**TASK DESCRIPTION**
Search the records below for the word "Altagracia". Pull out each line that has it.

━━━━━━

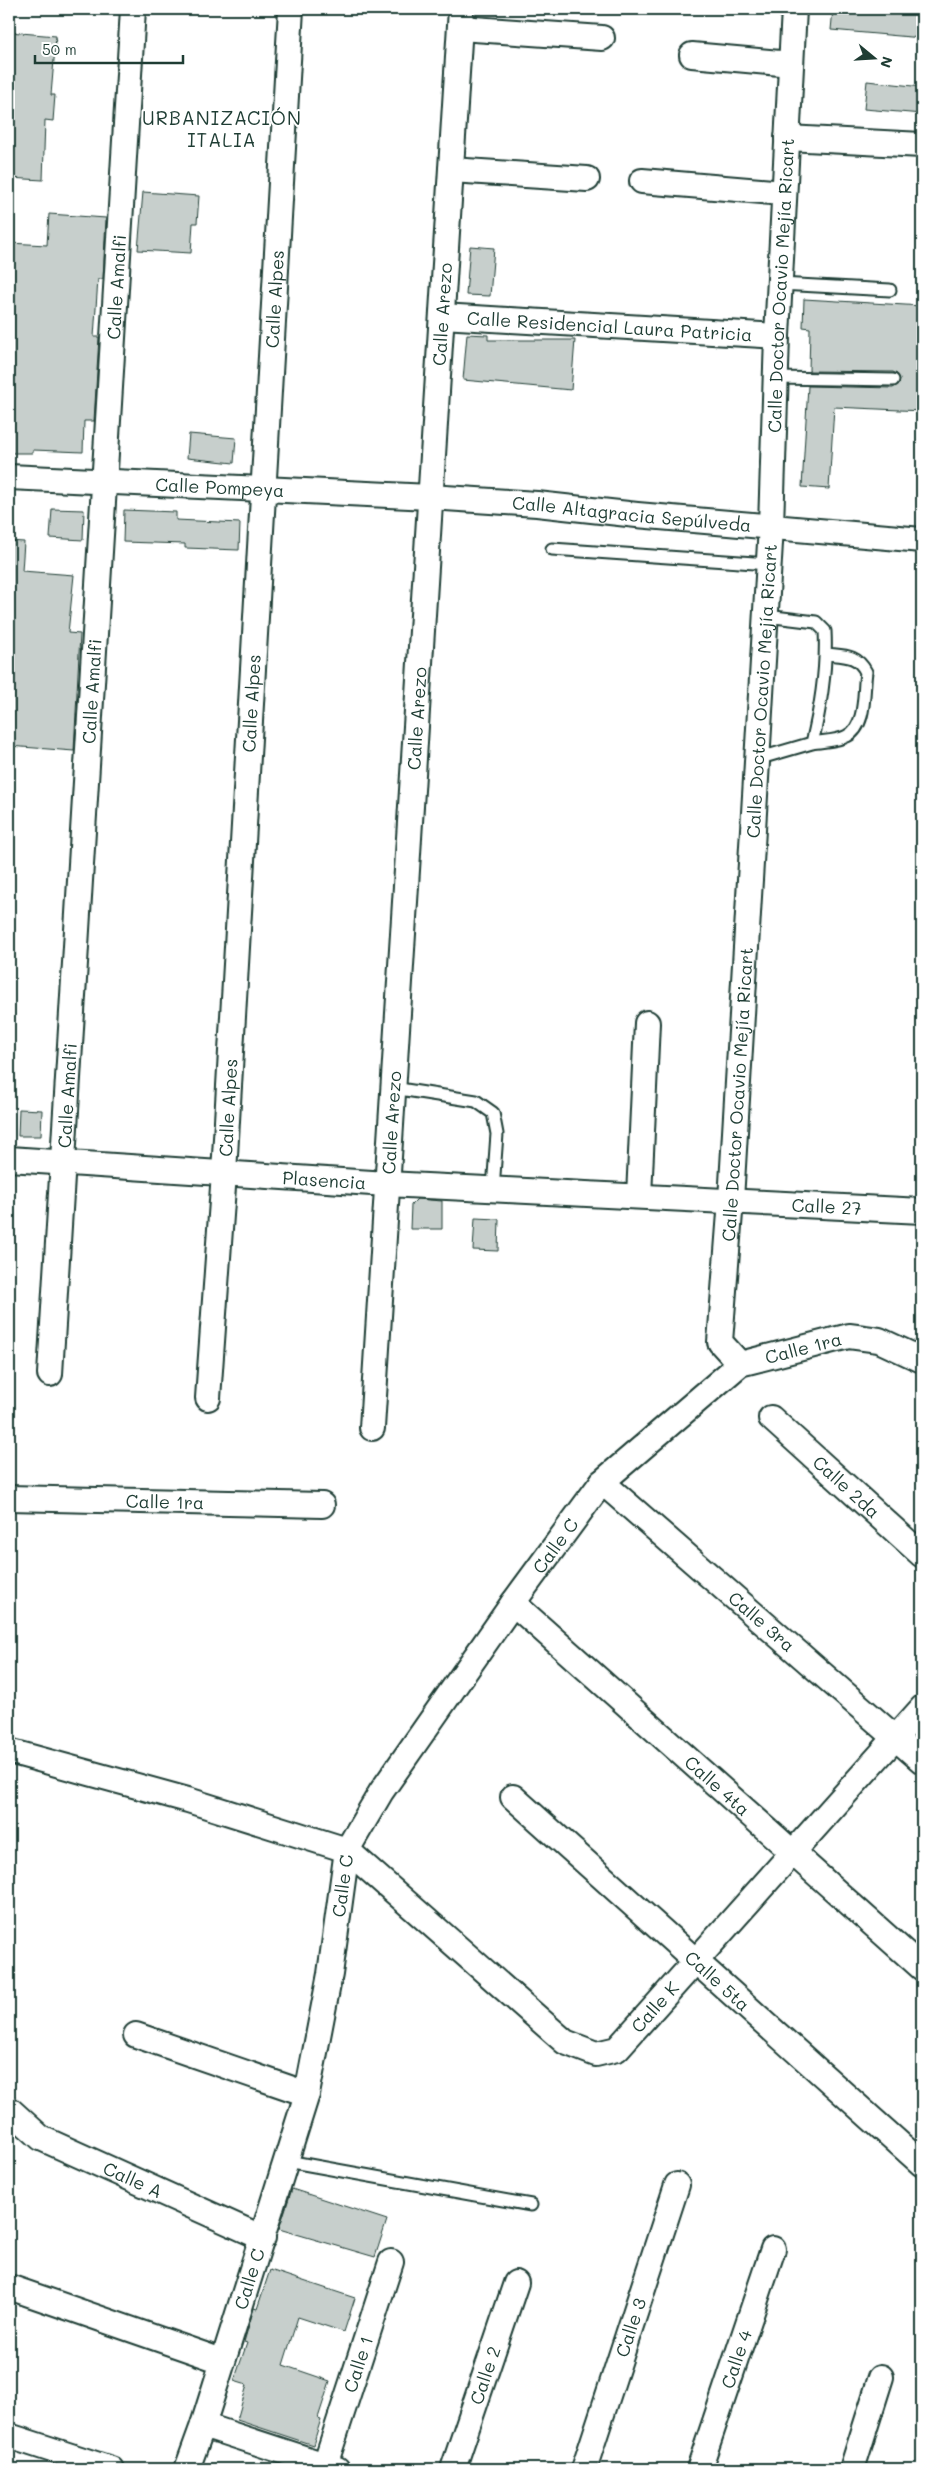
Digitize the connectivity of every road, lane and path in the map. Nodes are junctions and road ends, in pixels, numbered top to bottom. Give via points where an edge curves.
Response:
1 (133, 9) edge
2 (291, 9) edge
3 (794, 9) edge
4 (460, 18) edge
5 (602, 38) dead end
6 (692, 55) dead end
7 (791, 64) junction
8 (787, 138) junction
9 (922, 144) edge
10 (451, 170) junction
11 (587, 179) dead end
12 (642, 181) dead end
13 (784, 193) junction
14 (780, 284) junction
15 (890, 290) dead end
16 (442, 316) junction
17 (777, 336) junction
18 (776, 378) junction
19 (893, 380) dead end
20 (9, 477) edge
21 (104, 482) junction
22 (263, 489) junction
23 (430, 497) junction
24 (771, 526) junction
25 (922, 540) edge
26 (552, 549) dead end
27 (769, 564) junction
28 (766, 616) junction
29 (826, 654) junction
30 (812, 743) junction
31 (757, 759) junction
32 (647, 1023) dead end
33 (393, 1088) junction
34 (9, 1160) edge
35 (63, 1163) junction
36 (224, 1173) junction
37 (387, 1184) junction
38 (494, 1189) junction
39 (639, 1196) junction
40 (731, 1200) junction
41 (922, 1211) edge
42 (922, 1360) edge
43 (740, 1364) junction
44 (50, 1374) dead end
45 (208, 1398) dead end
46 (771, 1418) dead end
47 (372, 1428) dead end
48 (602, 1482) junction
49 (9, 1498) edge
50 (322, 1505) dead end
51 (922, 1555) edge
52 (513, 1603) junction
53 (922, 1708) edge
54 (897, 1738) junction
55 (9, 1751) edge
56 (922, 1761) edge
57 (513, 1797) dead end
58 (347, 1850) junction
59 (792, 1854) junction
60 (695, 1962) junction
61 (922, 1968) edge
62 (136, 2035) dead end
63 (307, 2094) junction
64 (9, 2109) edge
65 (286, 2161) junction
66 (922, 2164) edge
67 (677, 2185) dead end
68 (531, 2205) dead end
69 (263, 2238) junction
70 (773, 2249) dead end
71 (391, 2262) dead end
72 (516, 2283) dead end
73 (9, 2287) edge
74 (222, 2361) junction
75 (881, 2377) dead end
76 (203, 2425) junction
77 (9, 2436) edge
78 (331, 2467) edge
79 (111, 2469) edge
80 (187, 2469) edge
81 (453, 2469) edge
82 (584, 2469) edge
83 (699, 2469) edge
84 (852, 2469) edge

1 - 21 street, Calle Amalfi
2 - 22 street, Calle Alpes
3 - 7 street, Calle Doctor Ocavio Mejía Ricart
4 - 5 street
4 - 10 street, Calle Arezo
6 - 7 street
7 - 8 street, Calle Doctor Ocavio Mejía Ricart
8 - 9 street
8 - 13 street, Calle Doctor Ocavio Mejía Ricart
10 - 11 street
10 - 16 street, Calle Arezo
12 - 13 street
13 - 14 street, Calle Doctor Ocavio Mejía Ricart
14 - 15 lane
14 - 17 street, Calle Doctor Ocavio Mejía Ricart
16 - 17 street, Calle Residencial Laura Patricia
16 - 23 street, Calle Arezo
17 - 18 street, Calle Doctor Ocavio Mejía Ricart
18 - 19 lane
18 - 24 street, Calle Doctor Ocavio Mejía Ricart
20 - 21 street, Calle Pompeya
21 - 22 street, Calle Pompeya
21 - 35 street, Calle Amalfi
22 - 23 street, Calle Pompeya
22 - 36 street, Calle Alpes
23 - 24 street, Calle Altagracia Sepúlveda
23 - 33 street, Calle Arezo
24 - 25 street, Calle Altagracia Sepúlveda
24 - 27 street, Calle Doctor Ocavio Mejía Ricart
26 - 27 lane
27 - 28 street, Calle Doctor Ocavio Mejía Ricart
28 - 29 lane via 816,622 826,631
28 - 31 street, Calle Doctor Ocavio Mejía Ricart
29 - 30 lane via 822,696
29 - 30 lane via 857,658 866,672 860,723 846,737
30 - 31 lane
31 - 40 street, Calle Doctor Ocavio Mejía Ricart
32 - 39 street
33 - 37 street, Calle Arezo
33 - 38 lane via 476,1101 493,1113 497,1134
34 - 35 street, Plasencia
35 - 36 street, Plasencia
35 - 44 street, Calle Amalfi
36 - 37 street, Plasencia
36 - 45 street, Calle Alpes
37 - 38 street, Plasencia
37 - 47 street, Calle Arezo
38 - 39 street, Plasencia
39 - 40 street, Plasencia
40 - 41 street, Calle 27
40 - 43 street, Calle Doctor Ocavio Mejía Ricart via 720,1342
42 - 43 street, Calle 1ra via 879,1340 849,1336
43 - 48 street, Calle C
46 - 51 street, Calle 2da
48 - 52 street, Calle C
48 - 54 street, Calle 3ra
49 - 50 street, Calle 1ra
52 - 58 street, Calle C via 381,1792
52 - 59 street, Calle 4ta
53 - 54 street, Calle K
54 - 56 street, Calle 3ra
54 - 59 street, Calle K
55 - 58 street via 188,1800
57 - 60 street, Calle 5ta
58 - 60 street, Calle K via 565,2042 596,2054 617,2049
58 - 63 street, Calle C via 330,1974
59 - 60 street, Calle K
59 - 61 street, Calle 4ta
60 - 66 street, Calle 5ta
62 - 63 street
63 - 65 street, Calle C
64 - 69 street, Calle A via 41,2138
65 - 68 lane
65 - 69 street, Calle C
67 - 82 street, Calle 3
69 - 74 street, Calle C
70 - 83 street, Calle 4
71 - 78 street, Calle 1
72 - 81 street, Calle 2
73 - 74 street
74 - 76 street, Calle C
75 - 84 street
76 - 78 street
76 - 80 street, Calle C
77 - 79 street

━━━━━━

**OUTPUT FOR THIS TASK**
23 - 24 street, Calle Altagracia Sepúlveda
24 - 25 street, Calle Altagracia Sepúlveda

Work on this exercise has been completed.